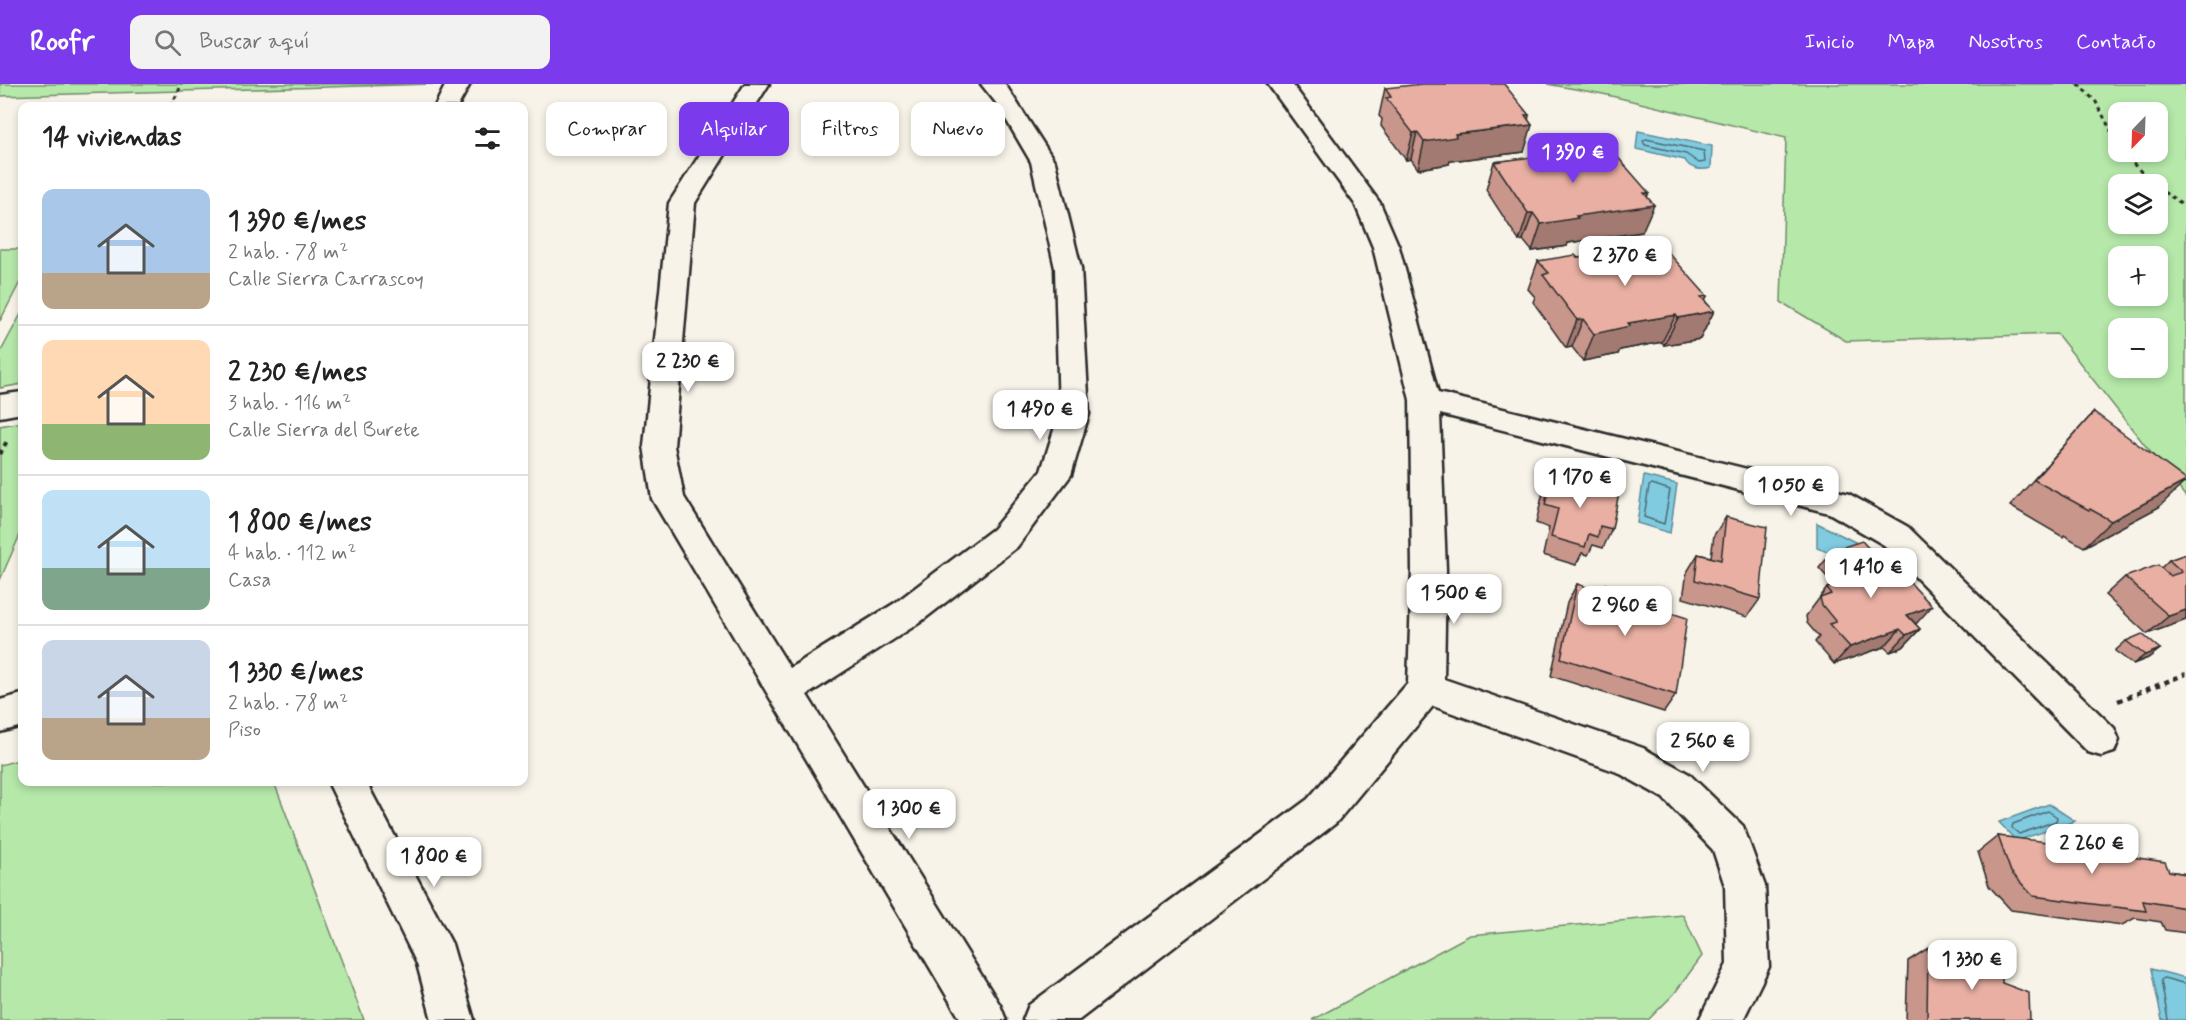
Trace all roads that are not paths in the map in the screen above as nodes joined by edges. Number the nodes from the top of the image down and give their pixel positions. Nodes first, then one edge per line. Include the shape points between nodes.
1 (458, 84) edge
2 (757, 84) edge
3 (993, 84) edge
4 (1280, 84) edge
5 (449, 102) edge
6 (1425, 400) junction
7 (18, 404) edge
8 (0, 406) edge
9 (1426, 688) junction
10 (784, 690) junction
11 (18, 711) edge
12 (0, 716) edge
13 (2101, 740) dead end
14 (349, 786) edge
15 (453, 1020) edge
16 (984, 1020) edge
17 (1044, 1020) edge
18 (1720, 1020) edge

1 - 5 street
2 - 10 street via 682,203 659,446 668,500
3 - 10 street via 1043,162 1068,268 1074,414 1055,476 1005,538 907,613
4 - 6 street via 1367,202 1386,247
6 - 9 street via 1429,570
6 - 13 street via 1838,503 1896,536
7 - 8 street
9 - 17 street via 1322,812
9 - 18 street via 1630,760 1676,786 1729,839 1744,886 1748,967
10 - 16 street
11 - 12 street
14 - 15 street via 436,959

EXERCISE: Set down all of the entries exactly. Leave the pictures out.

RESPONSE BOX:
Trace all roads that are not paths in the map in the screen above as nodes joined by edges. Number the nodes from the top of the image down and give their pixel positions. Nodes first, then one edge per line. Include the shape points between nodes.
1 (458, 84) edge
2 (757, 84) edge
3 (993, 84) edge
4 (1280, 84) edge
5 (449, 102) edge
6 (1425, 400) junction
7 (18, 404) edge
8 (0, 406) edge
9 (1426, 688) junction
10 (784, 690) junction
11 (18, 711) edge
12 (0, 716) edge
13 (2101, 740) dead end
14 (349, 786) edge
15 (453, 1020) edge
16 (984, 1020) edge
17 (1044, 1020) edge
18 (1720, 1020) edge

1 - 5 street
2 - 10 street via 682,203 659,446 668,500
3 - 10 street via 1043,162 1068,268 1074,414 1055,476 1005,538 907,613
4 - 6 street via 1367,202 1386,247
6 - 9 street via 1429,570
6 - 13 street via 1838,503 1896,536
7 - 8 street
9 - 17 street via 1322,812
9 - 18 street via 1630,760 1676,786 1729,839 1744,886 1748,967
10 - 16 street
11 - 12 street
14 - 15 street via 436,959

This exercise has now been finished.